§ WHAT THE TASK ASKS
The answer must be a single number: how many lines of the records below contain "edges".

Extracted records:
=== Begin Enclosure ===

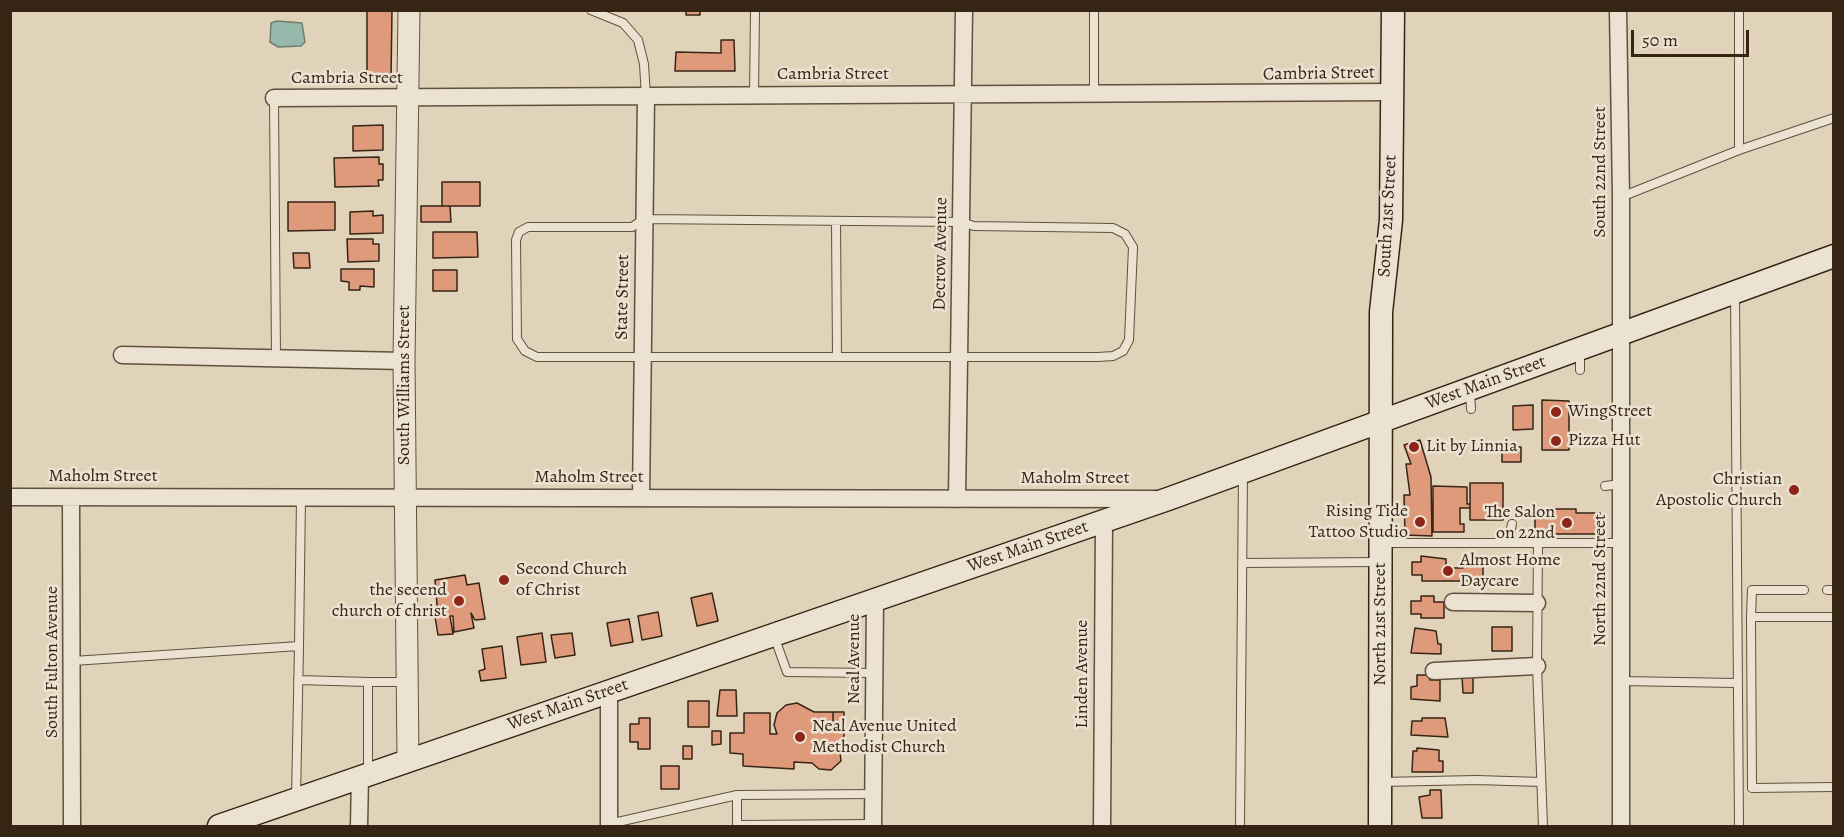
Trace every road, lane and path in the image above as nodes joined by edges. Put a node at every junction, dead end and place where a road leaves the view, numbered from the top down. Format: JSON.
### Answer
{"nodes":[{"id":1,"x":409,"y":10,"type":"edge"},
{"id":2,"x":591,"y":10,"type":"edge"},
{"id":3,"x":755,"y":10,"type":"edge"},
{"id":4,"x":964,"y":10,"type":"edge"},
{"id":5,"x":1094,"y":10,"type":"edge"},
{"id":6,"x":1393,"y":10,"type":"edge"},
{"id":7,"x":1618,"y":10,"type":"edge"},
{"id":8,"x":1739,"y":10,"type":"edge"},
{"id":9,"x":1392,"y":92,"type":"junction"},
{"id":10,"x":963,"y":94,"type":"junction"},
{"id":11,"x":1094,"y":95,"type":"junction"},
{"id":12,"x":754,"y":96,"type":"junction"},
{"id":13,"x":646,"y":97,"type":"junction"},
{"id":14,"x":274,"y":98,"type":"joint"},
{"id":15,"x":406,"y":99,"type":"junction"},
{"id":16,"x":1833,"y":118,"type":"edge"},
{"id":17,"x":1739,"y":150,"type":"junction"},
{"id":18,"x":1621,"y":197,"type":"junction"},
{"id":19,"x":644,"y":219,"type":"junction"},
{"id":20,"x":836,"y":221,"type":"junction"},
{"id":21,"x":961,"y":222,"type":"junction"},
{"id":22,"x":1833,"y":256,"type":"edge"},
{"id":23,"x":1735,"y":292,"type":"junction"},
{"id":24,"x":1621,"y":334,"type":"junction"},
{"id":25,"x":122,"y":355,"type":"dead end"},
{"id":26,"x":641,"y":355,"type":"junction"},
{"id":27,"x":837,"y":357,"type":"junction"},
{"id":28,"x":960,"y":357,"type":"junction"},
{"id":29,"x":276,"y":359,"type":"junction"},
{"id":30,"x":404,"y":361,"type":"junction"},
{"id":31,"x":1382,"y":421,"type":"junction"},
{"id":32,"x":1243,"y":472,"type":"junction"},
{"id":33,"x":10,"y":496,"type":"edge"},
{"id":34,"x":71,"y":497,"type":"junction"},
{"id":35,"x":301,"y":497,"type":"junction"},
{"id":36,"x":405,"y":498,"type":"junction"},
{"id":37,"x":641,"y":498,"type":"junction"},
{"id":38,"x":957,"y":499,"type":"junction"},
{"id":39,"x":1168,"y":499,"type":"junction"},
{"id":40,"x":1104,"y":521,"type":"junction"},
{"id":41,"x":1512,"y":524,"type":"dead end"},
{"id":42,"x":1508,"y":543,"type":"junction"},
{"id":43,"x":1539,"y":543,"type":"junction"},
{"id":44,"x":1621,"y":543,"type":"junction"},
{"id":45,"x":1382,"y":553,"type":"junction"},
{"id":46,"x":1242,"y":563,"type":"junction"},
{"id":47,"x":1804,"y":590,"type":"dead end"},
{"id":48,"x":875,"y":600,"type":"junction"},
{"id":49,"x":1453,"y":602,"type":"dead end"},
{"id":50,"x":1538,"y":603,"type":"junction"},
{"id":51,"x":1752,"y":616,"type":"junction"},
{"id":52,"x":1833,"y":617,"type":"edge"},
{"id":53,"x":773,"y":634,"type":"junction"},
{"id":54,"x":298,"y":646,"type":"junction"},
{"id":55,"x":73,"y":661,"type":"junction"},
{"id":56,"x":1537,"y":666,"type":"junction"},
{"id":57,"x":1434,"y":671,"type":"dead end"},
{"id":58,"x":874,"y":673,"type":"junction"},
{"id":59,"x":298,"y":680,"type":"junction"},
{"id":60,"x":1621,"y":681,"type":"junction"},
{"id":61,"x":368,"y":682,"type":"junction"},
{"id":62,"x":406,"y":682,"type":"junction"},
{"id":63,"x":1737,"y":682,"type":"junction"},
{"id":64,"x":609,"y":691,"type":"junction"},
{"id":65,"x":408,"y":760,"type":"junction"},
{"id":66,"x":364,"y":774,"type":"junction"},
{"id":67,"x":1380,"y":782,"type":"junction"},
{"id":68,"x":1541,"y":782,"type":"junction"},
{"id":69,"x":1833,"y":787,"type":"edge"},
{"id":70,"x":874,"y":794,"type":"junction"},
{"id":71,"x":737,"y":795,"type":"junction"},
{"id":72,"x":297,"y":798,"type":"junction"},
{"id":73,"x":609,"y":825,"type":"edge"},
{"id":74,"x":873,"y":825,"type":"edge"},
{"id":75,"x":72,"y":826,"type":"edge"},
{"id":76,"x":219,"y":826,"type":"edge"},
{"id":77,"x":359,"y":826,"type":"edge"},
{"id":78,"x":737,"y":826,"type":"edge"},
{"id":79,"x":1102,"y":826,"type":"edge"},
{"id":80,"x":1240,"y":826,"type":"edge"},
{"id":81,"x":1380,"y":826,"type":"edge"},
{"id":82,"x":1543,"y":826,"type":"edge"},
{"id":83,"x":1621,"y":826,"type":"edge"},
{"id":84,"x":1739,"y":826,"type":"edge"}],
"edges":[{"from":1,"to":15,"type":"street","name":"South Williams Street"},
{"from":2,"to":13,"type":"lane"},
{"from":3,"to":12,"type":"lane"},
{"from":4,"to":10,"type":"street","name":"Decrow Avenue"},
{"from":5,"to":11,"type":"lane"},
{"from":6,"to":9,"type":"main road","name":"South 21st Street"},
{"from":7,"to":18,"type":"street","name":"South 22nd Street"},
{"from":8,"to":17,"type":"lane"},
{"from":9,"to":11,"type":"street","name":"Cambria Street"},
{"from":9,"to":31,"type":"main road","name":"South 21st Street"},
{"from":10,"to":11,"type":"street","name":"Cambria Street"},
{"from":10,"to":12,"type":"street","name":"Cambria Street"},
{"from":10,"to":21,"type":"street","name":"Decrow Avenue"},
{"from":12,"to":13,"type":"street","name":"Cambria Street"},
{"from":13,"to":15,"type":"street","name":"Cambria Street"},
{"from":13,"to":19,"type":"street","name":"State Street"},
{"from":14,"to":15,"type":"street","name":"Cambria Street"},
{"from":14,"to":29,"type":"lane"},
{"from":15,"to":30,"type":"street","name":"South Williams Street"},
{"from":16,"to":17,"type":"lane"},
{"from":17,"to":18,"type":"lane"},
{"from":18,"to":24,"type":"street","name":"South 22nd Street"},
{"from":19,"to":20,"type":"lane"},
{"from":19,"to":26,"type":"street","name":"State Street"},
{"from":19,"to":26,"type":"lane"},
{"from":20,"to":21,"type":"lane"},
{"from":20,"to":27,"type":"lane"},
{"from":21,"to":28,"type":"street","name":"Decrow Avenue"},
{"from":21,"to":28,"type":"lane"},
{"from":22,"to":23,"type":"main road","name":"West Main Street"},
{"from":23,"to":24,"type":"main road","name":"West Main Street"},
{"from":23,"to":63,"type":"lane"},
{"from":24,"to":31,"type":"main road","name":"West Main Street"},
{"from":24,"to":44,"type":"street","name":"North 22nd Street"},
{"from":25,"to":29,"type":"street"},
{"from":26,"to":27,"type":"lane"},
{"from":26,"to":37,"type":"street","name":"State Street"},
{"from":27,"to":28,"type":"lane"},
{"from":28,"to":38,"type":"street","name":"Decrow Avenue"},
{"from":29,"to":30,"type":"street"},
{"from":30,"to":36,"type":"street","name":"South Williams Street"},
{"from":31,"to":32,"type":"main road","name":"West Main Street"},
{"from":31,"to":45,"type":"main road","name":"North 21st Street"},
{"from":32,"to":39,"type":"main road","name":"West Main Street"},
{"from":32,"to":46,"type":"lane"},
{"from":33,"to":34,"type":"street","name":"Maholm Street"},
{"from":34,"to":35,"type":"street","name":"Maholm Street"},
{"from":34,"to":55,"type":"street","name":"South Fulton Avenue"},
{"from":35,"to":36,"type":"street","name":"Maholm Street"},
{"from":35,"to":54,"type":"lane"},
{"from":36,"to":37,"type":"street","name":"Maholm Street"},
{"from":36,"to":62,"type":"street","name":"South Williams Street"},
{"from":37,"to":38,"type":"street","name":"Maholm Street"},
{"from":38,"to":39,"type":"street","name":"Maholm Street"},
{"from":39,"to":40,"type":"main road","name":"West Main Street"},
{"from":40,"to":48,"type":"main road","name":"West Main Street"},
{"from":40,"to":79,"type":"street","name":"Linden Avenue"},
{"from":41,"to":42,"type":"lane"},
{"from":42,"to":43,"type":"lane"},
{"from":42,"to":45,"type":"lane"},
{"from":43,"to":44,"type":"lane"},
{"from":43,"to":50,"type":"lane"},
{"from":44,"to":60,"type":"street","name":"North 22nd Street"},
{"from":45,"to":46,"type":"lane"},
{"from":45,"to":67,"type":"main road","name":"North 21st Street"},
{"from":46,"to":80,"type":"lane"},
{"from":47,"to":51,"type":"lane"},
{"from":48,"to":53,"type":"main road","name":"West Main Street"},
{"from":48,"to":58,"type":"street","name":"Neal Avenue"},
{"from":49,"to":50,"type":"street"},
{"from":50,"to":56,"type":"lane"},
{"from":51,"to":52,"type":"lane"},
{"from":51,"to":69,"type":"lane"},
{"from":53,"to":58,"type":"lane"},
{"from":53,"to":64,"type":"main road","name":"West Main Street"},
{"from":54,"to":55,"type":"lane"},
{"from":54,"to":59,"type":"lane"},
{"from":55,"to":75,"type":"street","name":"South Fulton Avenue"},
{"from":56,"to":57,"type":"street"},
{"from":56,"to":68,"type":"lane"},
{"from":58,"to":70,"type":"street","name":"Neal Avenue"},
{"from":59,"to":61,"type":"lane"},
{"from":59,"to":72,"type":"lane"},
{"from":60,"to":63,"type":"lane"},
{"from":60,"to":83,"type":"street","name":"North 22nd Street"},
{"from":61,"to":62,"type":"lane"},
{"from":61,"to":66,"type":"lane"},
{"from":62,"to":65,"type":"street","name":"South Williams Street"},
{"from":63,"to":84,"type":"lane"},
{"from":64,"to":65,"type":"main road","name":"West Main Street"},
{"from":64,"to":73,"type":"street"},
{"from":65,"to":66,"type":"main road","name":"West Main Street"},
{"from":66,"to":72,"type":"main road","name":"West Main Street"},
{"from":66,"to":77,"type":"street"},
{"from":67,"to":68,"type":"lane"},
{"from":67,"to":81,"type":"main road","name":"North 21st Street"},
{"from":68,"to":82,"type":"lane"},
{"from":70,"to":71,"type":"lane"},
{"from":70,"to":74,"type":"street","name":"Neal Avenue"},
{"from":71,"to":73,"type":"lane"},
{"from":71,"to":78,"type":"lane"},
{"from":72,"to":76,"type":"main road","name":"West Main Street"},
{"from":74,"to":78,"type":"lane"}]}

=== End Enclosure ===

§ TASK RESULT
2